- Education: Andhra University IIT Kharagpur University of Pennsylvania
- Known for: Kosaraju's algorithm
- Scientific career
- Fields: Computer science
- Doctoral advisor: Aravind Joshi; Hisao Yamada;
- Doctoral students: Mikhail Atallah

= S. Rao Kosaraju =

Indian-American computer scientist

Sambasiva Rao Kosaraju is an Indian-American professor of computer science at Johns Hopkins University, and division director for Computing & Communication Foundations at the National Science Foundation. He has done extensive work in the design and analysis of parallel and sequential algorithms.

== Education ==
He was born in India, and he did his bachelor's degree in engineering from Andhra University, Masters from IIT Kharagpur, and holds a PhD from University of Pennsylvania.

== Career ==
In 1978, he published a paper describing a method to efficiently compute the strongly connected components of a directed graph, a method later called Kosaraju's algorithm. Along with Paul Callahan, he published many articles on efficient algorithms for computing the well-separated pair decomposition of a point set.

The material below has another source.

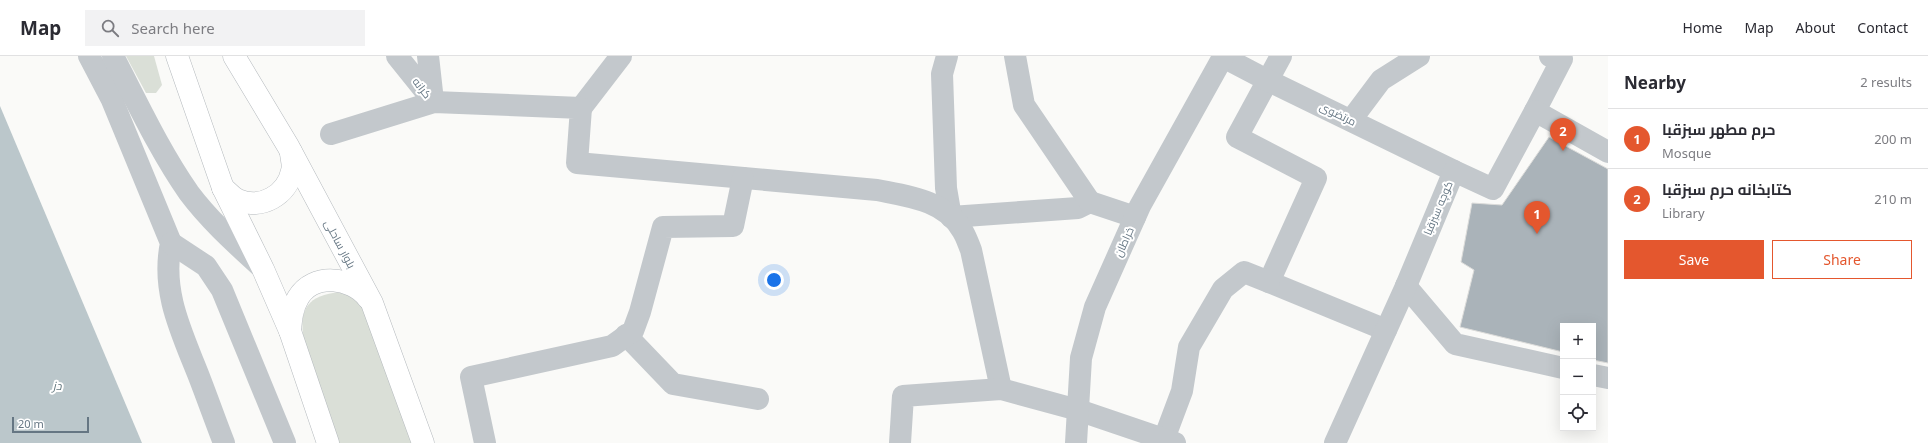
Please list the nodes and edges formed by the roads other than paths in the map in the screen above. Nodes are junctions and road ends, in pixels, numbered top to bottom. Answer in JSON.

His research interests include efficient algorithms for pattern matching, data structure simulations, universal graphs, DNA sequence assembly, derandomization and investigations of immune system responses.

In 1995, he was inducted as a Fellow of the Association for Computing Machinery and is also a fellow of the IEEE. A common saying at Johns Hopkins University, "At some point, the learning stops and the pain begins." has been attributed to him. There used to be a shrine in the CS Undergraduate Lab in his honour.